特に私たちのように長距離移動が多い場合は、1年に1回程度(走行距離が多い場合は半年に1回)を目安に確認しています。
・タイヤローテーション
前輪ばかり摩耗が進まないよう、定期的にタイヤ位置を入れ替えるのも重要。
一般的には1万km前後ごとにローテーションすると偏摩耗対策になると言われています。
ただし、キャンピングカーは車種や駆動方式、タイヤの摩耗状態によって、必ずしもローテーションした方が良いとは限らないそうです。
そのため、私たちは定期点検の際に専門家へ相談しながら判断しています。
・ひび割れ・ゴムの劣化確認
溝が残っていても、タイヤ自体が劣化している場合があります。
紫外線や寒暖差の激しい環境ではゴムが硬化しやすいため、細かなひび割れもチェックするようになりました。
・タイヤの使用年数
走行距離だけでなく、「何年使っているか」も大切。
キャンピングカーは重量負荷が大きいため、見た目に問題なくても、年数によって交換を検討する必要があると感じています。
【まとめ】タイヤ管理が旅の安全・安心を左右するという現実
今回は、タイヤバランスのズレが原因で、大きな偏摩耗を引き起こしてしまいました。
正直、それまで「タイヤバランス調整」がここまで重要だとは思っておらず、一度も調整をしたことがありませんでした。
実際にかかったタイヤバランスとアライメント調整の費用は、約50ユーロ(約9千円)ほど。
もしもっと早い段階で定期的にチェック・調整をしていれば、偏摩耗もここまで進行せず、前輪タイヤを交換せずに済んだ可能性もあります。
そう考えると、少ないメンテナンス費用を後回しにした結果、最終的には500ユーロ近い大きな出費につながってしまいました。
長期のバンライフでは、どうしても車内設備や快適装備に目が向きがちです。
実際、私たち自身も旅を始めた頃は、「どんな車中泊グッズを揃えるか」「どう快適に暮らすか」を重視していました。

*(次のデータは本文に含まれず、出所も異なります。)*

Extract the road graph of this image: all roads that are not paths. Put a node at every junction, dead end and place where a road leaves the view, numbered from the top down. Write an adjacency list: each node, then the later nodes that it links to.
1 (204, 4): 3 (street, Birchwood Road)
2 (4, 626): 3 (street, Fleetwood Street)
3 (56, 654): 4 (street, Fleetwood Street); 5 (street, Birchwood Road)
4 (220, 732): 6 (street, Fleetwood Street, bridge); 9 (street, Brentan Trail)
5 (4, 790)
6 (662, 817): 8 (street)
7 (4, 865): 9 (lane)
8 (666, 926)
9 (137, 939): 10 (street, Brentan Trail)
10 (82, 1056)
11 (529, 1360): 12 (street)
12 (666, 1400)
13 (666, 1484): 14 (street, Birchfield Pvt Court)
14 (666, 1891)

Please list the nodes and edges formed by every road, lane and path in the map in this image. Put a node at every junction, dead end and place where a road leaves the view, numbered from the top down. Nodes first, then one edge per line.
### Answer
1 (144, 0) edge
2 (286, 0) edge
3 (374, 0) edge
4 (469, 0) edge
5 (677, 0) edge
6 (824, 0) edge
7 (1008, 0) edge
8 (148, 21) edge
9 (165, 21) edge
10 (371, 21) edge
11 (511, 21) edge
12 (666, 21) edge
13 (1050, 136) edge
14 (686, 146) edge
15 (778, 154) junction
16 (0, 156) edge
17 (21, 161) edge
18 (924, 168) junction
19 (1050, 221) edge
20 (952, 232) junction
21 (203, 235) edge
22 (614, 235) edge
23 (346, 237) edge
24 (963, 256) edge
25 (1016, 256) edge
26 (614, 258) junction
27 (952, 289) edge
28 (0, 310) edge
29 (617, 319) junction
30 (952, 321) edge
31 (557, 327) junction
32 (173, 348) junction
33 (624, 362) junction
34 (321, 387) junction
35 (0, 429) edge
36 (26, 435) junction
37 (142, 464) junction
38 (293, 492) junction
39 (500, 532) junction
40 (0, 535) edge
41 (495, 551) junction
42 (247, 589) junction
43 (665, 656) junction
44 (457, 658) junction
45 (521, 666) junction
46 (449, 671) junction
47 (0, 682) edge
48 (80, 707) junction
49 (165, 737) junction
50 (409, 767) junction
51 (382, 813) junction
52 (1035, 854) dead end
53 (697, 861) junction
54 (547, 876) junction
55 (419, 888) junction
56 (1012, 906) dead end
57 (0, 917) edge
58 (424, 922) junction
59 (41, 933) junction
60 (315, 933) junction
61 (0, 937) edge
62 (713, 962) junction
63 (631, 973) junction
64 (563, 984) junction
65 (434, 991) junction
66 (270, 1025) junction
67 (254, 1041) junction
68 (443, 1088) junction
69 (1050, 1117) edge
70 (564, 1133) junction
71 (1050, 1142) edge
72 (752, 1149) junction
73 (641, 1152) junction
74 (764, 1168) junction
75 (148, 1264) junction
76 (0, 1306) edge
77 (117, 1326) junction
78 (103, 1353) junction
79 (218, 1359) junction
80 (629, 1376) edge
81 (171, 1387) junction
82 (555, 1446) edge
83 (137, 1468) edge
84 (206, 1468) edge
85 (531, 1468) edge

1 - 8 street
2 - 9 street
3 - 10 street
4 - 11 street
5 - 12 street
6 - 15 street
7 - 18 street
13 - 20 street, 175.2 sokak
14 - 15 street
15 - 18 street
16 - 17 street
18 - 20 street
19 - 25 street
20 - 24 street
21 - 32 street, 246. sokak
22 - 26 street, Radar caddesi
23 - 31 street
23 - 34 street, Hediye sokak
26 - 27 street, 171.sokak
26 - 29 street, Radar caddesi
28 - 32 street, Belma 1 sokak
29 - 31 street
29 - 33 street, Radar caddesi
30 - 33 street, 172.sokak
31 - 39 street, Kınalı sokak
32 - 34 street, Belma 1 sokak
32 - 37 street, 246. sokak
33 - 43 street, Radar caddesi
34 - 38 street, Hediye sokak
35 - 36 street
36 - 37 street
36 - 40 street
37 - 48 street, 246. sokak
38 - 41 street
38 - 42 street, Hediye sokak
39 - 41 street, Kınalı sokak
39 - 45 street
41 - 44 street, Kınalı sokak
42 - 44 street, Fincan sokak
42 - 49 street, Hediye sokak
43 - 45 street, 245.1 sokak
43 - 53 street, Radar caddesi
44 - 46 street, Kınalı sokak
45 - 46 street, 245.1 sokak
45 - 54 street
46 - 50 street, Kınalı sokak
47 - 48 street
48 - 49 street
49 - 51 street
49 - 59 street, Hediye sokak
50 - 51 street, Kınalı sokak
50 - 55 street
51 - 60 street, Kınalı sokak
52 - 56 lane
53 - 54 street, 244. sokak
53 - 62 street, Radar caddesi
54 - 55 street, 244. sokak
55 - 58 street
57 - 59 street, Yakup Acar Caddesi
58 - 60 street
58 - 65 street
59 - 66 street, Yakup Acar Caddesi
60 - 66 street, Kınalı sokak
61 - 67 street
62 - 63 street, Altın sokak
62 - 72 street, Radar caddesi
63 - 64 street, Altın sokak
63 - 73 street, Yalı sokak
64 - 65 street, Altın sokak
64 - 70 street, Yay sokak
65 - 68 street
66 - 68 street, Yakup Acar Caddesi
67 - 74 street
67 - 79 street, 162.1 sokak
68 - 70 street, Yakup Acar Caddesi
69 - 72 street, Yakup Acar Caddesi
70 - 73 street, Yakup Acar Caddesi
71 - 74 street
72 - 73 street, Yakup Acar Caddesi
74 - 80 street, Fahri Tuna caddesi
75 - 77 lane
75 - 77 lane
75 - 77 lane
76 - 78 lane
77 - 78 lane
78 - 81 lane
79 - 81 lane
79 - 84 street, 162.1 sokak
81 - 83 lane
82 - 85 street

しかし、3年以上旅を続けてきた今、何より大切なのは“安全に走り続けられること”だと感じています。
タイヤはただの消耗品ではなく、重たいキャンピングカーを支え、命を乗せて走る“旅の土台”。
だからこそ、タイヤ選びはもちろん、空気圧チェックやバランス調整、偏摩耗の確認など、日々のメンテナンスを怠らないことの大切さを、今回の経験を通して強く実感しました。